SOIL CARBON CYCLING, TRACE GAS EMISSION, TILLAGE AND CROP RESIDUE MANAGEMENT
Location: Soil Management Research
Title: Greenhouse Gas Emission from Contrasting Management Scenarios in the Northern Corn Belt
Submitted to: Soil Science Society of America Journal
Publication Type: Peer Reviewed Journal
Publication Acceptance Date: May 4, 2009
Publication Date: March 1, 2010
Citation: Johnson, J.M., Archer, D.W., Barbour, N.W. 2010. Greenhouse Gas Emission from Contrasting Management Scenarios in the Northern Corn Belt. Soil Science Society of America Journal. 74(2):396-406.

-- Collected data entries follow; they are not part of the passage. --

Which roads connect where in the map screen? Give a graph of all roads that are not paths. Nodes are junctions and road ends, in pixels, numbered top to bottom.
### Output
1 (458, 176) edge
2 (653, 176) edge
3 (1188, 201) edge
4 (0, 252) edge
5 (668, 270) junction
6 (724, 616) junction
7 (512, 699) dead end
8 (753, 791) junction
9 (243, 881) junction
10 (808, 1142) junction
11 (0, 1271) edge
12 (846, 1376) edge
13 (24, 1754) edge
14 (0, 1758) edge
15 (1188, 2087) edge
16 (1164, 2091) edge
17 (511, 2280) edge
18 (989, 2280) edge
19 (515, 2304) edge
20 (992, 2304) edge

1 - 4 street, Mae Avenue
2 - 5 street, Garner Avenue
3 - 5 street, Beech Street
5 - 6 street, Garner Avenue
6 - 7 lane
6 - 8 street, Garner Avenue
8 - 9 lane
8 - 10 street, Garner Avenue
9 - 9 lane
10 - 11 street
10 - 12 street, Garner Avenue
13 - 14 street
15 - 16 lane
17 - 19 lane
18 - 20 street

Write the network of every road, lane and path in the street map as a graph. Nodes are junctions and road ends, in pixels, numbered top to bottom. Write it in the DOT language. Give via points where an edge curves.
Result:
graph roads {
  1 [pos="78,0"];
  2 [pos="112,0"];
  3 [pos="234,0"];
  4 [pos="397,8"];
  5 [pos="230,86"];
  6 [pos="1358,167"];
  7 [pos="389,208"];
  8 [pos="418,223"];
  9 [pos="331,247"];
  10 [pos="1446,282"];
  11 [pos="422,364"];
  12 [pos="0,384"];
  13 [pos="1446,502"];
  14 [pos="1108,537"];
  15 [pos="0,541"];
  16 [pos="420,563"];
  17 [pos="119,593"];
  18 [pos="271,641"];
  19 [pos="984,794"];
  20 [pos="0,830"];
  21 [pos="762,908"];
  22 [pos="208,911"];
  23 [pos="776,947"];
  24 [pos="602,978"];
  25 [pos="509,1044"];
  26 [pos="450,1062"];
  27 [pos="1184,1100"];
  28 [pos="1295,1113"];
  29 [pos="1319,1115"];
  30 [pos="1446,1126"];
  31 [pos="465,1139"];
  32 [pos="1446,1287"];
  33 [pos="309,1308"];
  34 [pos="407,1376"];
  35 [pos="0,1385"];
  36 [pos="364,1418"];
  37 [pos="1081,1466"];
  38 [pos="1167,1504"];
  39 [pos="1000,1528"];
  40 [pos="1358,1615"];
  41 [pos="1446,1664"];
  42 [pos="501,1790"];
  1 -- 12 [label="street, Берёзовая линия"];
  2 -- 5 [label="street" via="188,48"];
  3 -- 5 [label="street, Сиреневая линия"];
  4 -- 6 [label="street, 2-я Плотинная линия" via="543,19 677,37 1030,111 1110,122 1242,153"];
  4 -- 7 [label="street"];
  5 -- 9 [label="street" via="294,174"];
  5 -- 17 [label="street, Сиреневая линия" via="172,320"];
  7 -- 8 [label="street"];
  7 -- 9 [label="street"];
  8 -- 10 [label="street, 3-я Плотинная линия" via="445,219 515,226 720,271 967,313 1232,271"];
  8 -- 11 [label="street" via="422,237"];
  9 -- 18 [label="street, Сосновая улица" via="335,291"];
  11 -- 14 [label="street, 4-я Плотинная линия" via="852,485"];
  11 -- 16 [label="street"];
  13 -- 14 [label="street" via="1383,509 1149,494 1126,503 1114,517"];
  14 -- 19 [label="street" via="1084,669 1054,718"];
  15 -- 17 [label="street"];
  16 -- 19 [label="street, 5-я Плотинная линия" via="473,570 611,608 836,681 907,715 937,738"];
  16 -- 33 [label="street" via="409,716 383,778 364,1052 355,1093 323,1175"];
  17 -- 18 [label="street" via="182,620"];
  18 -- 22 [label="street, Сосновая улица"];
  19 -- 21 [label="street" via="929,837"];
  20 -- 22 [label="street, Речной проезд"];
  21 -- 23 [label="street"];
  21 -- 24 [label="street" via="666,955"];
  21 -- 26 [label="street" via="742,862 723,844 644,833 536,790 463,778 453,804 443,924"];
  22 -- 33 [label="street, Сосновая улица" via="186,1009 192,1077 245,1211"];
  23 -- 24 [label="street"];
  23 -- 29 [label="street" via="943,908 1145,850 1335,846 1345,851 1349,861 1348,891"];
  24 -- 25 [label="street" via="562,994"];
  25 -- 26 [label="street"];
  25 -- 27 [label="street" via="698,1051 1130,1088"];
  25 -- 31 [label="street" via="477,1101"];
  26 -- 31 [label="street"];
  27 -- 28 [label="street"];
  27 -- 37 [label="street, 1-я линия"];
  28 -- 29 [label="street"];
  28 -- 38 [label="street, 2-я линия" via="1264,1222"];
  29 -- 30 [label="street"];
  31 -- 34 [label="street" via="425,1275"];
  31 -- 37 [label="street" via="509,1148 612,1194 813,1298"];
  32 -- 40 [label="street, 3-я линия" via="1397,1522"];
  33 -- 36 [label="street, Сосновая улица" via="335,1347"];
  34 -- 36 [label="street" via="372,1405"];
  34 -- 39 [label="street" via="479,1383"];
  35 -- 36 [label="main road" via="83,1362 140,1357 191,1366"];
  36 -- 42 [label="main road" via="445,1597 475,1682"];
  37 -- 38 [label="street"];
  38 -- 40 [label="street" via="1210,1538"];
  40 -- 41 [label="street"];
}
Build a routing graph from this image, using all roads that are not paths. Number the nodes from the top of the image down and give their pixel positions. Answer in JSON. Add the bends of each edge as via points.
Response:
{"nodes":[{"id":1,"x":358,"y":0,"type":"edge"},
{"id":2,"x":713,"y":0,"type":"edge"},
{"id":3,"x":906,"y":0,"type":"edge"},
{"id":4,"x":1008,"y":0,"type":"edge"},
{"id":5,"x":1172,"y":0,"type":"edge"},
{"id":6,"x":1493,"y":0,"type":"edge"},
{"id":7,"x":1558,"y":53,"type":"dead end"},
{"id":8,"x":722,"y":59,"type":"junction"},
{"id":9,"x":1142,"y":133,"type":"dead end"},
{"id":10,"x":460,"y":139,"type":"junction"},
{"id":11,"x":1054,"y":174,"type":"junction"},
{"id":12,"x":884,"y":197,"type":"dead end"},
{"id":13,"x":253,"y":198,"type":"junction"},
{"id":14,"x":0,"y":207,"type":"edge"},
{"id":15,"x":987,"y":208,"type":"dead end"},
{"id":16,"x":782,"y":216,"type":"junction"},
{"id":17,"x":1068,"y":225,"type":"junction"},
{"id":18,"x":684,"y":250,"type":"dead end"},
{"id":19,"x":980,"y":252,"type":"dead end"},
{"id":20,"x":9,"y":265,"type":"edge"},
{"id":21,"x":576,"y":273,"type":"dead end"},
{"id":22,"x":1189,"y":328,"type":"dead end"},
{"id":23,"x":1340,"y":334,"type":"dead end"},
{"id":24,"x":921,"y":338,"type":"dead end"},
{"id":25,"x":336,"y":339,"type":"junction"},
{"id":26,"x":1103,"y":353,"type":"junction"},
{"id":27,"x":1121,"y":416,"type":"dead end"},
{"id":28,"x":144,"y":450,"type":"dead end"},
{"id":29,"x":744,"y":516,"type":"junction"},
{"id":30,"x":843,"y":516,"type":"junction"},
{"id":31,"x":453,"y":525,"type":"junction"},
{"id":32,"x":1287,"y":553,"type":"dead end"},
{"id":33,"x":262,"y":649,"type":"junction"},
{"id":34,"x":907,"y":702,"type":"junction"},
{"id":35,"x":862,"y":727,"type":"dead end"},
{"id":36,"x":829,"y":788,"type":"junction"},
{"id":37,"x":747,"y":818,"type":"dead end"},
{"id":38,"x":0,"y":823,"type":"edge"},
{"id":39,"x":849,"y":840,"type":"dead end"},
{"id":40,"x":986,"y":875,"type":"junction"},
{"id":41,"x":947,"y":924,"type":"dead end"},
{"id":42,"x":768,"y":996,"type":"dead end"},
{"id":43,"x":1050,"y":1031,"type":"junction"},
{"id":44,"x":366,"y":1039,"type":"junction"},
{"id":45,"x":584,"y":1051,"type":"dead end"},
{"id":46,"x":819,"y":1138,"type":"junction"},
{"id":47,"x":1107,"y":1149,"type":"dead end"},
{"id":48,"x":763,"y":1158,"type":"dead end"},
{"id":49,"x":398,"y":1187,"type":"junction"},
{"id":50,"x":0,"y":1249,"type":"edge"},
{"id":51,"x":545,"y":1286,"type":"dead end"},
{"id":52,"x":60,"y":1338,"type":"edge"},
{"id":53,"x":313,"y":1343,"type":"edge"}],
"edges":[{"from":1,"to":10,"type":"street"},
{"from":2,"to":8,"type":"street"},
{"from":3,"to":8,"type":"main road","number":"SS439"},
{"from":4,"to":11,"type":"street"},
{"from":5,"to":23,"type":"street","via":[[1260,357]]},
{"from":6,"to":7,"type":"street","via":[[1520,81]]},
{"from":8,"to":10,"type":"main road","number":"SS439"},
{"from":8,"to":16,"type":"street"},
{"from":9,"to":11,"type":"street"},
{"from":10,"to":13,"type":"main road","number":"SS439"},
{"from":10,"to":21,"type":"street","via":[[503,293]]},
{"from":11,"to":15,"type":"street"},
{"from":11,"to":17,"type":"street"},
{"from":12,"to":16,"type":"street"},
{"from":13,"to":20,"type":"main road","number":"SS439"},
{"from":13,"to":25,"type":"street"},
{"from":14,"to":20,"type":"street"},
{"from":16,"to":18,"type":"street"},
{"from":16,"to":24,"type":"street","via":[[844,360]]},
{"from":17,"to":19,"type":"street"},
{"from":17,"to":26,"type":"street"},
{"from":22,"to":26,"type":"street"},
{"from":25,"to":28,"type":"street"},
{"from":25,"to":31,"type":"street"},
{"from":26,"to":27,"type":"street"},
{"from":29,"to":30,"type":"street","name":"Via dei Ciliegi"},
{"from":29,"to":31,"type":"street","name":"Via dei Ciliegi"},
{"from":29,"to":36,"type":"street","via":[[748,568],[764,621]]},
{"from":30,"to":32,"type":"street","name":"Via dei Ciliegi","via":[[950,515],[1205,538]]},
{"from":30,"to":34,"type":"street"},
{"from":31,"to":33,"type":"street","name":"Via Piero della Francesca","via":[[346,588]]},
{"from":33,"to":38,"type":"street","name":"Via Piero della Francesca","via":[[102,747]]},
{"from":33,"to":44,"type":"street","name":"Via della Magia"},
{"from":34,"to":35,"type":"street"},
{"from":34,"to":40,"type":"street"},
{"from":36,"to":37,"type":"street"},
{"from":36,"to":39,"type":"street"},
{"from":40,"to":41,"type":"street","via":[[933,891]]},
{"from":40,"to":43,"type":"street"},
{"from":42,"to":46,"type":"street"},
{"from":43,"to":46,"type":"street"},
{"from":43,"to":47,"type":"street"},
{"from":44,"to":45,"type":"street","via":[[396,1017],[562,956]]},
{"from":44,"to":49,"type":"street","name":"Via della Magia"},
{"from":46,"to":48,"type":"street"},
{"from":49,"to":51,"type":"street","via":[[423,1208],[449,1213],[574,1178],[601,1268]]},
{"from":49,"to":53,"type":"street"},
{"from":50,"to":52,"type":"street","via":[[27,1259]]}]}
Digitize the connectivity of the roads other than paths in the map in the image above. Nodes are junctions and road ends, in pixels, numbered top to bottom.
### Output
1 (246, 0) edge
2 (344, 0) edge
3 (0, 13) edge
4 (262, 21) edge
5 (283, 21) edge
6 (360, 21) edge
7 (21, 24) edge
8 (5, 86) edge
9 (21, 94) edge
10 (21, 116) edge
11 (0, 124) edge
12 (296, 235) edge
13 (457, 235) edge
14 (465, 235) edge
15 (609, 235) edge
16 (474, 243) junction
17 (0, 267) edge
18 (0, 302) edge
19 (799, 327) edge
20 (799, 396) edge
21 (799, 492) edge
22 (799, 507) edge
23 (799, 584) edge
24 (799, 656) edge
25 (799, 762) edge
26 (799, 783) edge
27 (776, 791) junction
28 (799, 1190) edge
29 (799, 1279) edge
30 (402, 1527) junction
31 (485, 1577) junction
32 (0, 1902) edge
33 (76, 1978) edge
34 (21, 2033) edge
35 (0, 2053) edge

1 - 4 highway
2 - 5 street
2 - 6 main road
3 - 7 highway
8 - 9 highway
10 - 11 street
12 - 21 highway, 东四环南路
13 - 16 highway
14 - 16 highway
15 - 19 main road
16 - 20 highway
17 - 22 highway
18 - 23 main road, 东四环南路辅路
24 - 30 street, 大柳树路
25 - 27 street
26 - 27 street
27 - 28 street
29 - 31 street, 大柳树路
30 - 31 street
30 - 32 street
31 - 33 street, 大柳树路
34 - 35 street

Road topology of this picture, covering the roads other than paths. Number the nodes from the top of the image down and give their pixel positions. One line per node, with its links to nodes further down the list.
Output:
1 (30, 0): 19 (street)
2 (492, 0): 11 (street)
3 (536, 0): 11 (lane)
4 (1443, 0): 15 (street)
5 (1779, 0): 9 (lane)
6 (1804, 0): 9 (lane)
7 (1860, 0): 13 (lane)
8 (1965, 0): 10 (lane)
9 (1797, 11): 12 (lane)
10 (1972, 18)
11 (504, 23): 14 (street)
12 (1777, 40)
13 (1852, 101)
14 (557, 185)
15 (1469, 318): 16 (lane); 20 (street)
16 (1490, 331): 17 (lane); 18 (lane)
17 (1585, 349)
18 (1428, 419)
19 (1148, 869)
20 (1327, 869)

Interpretive Summary: Carbon dioxide, methane and nitrous oxide are called greenhouse gases because they contribute to global warming. Agriculture is a source of these gases, so farming systems that release less of these gases and store more carbon in soil are desirable. Three systems were compared. The first treatment was intensively tilled every year, received high fertilizer inputs, and rotated with corn and soybean. In the second system, the soil was only tilled twice in four years, received fertilizer once in four years, and rotated with four crops (corn, soybean, wheat, and alfalfa). The third system differed from the second in that it was not fertilized. The release of carbon dioxide, methane and nitrous oxide was measured every other week for three years. The amount of gases released varied among crops, tillage and year. Very little methane was released. Most of the nitrous oxide was released in the very early spring as the soil thawed. This work provides information on the overall impact of management on greenhouse gas emission. This information benefits producers, scientists, and policy-maker by providing guidance toward developing agricultural systems that reduce global warming risks without sacrificing productivity or profitability. This work contributes to the USDA-ARS GRACE.net project.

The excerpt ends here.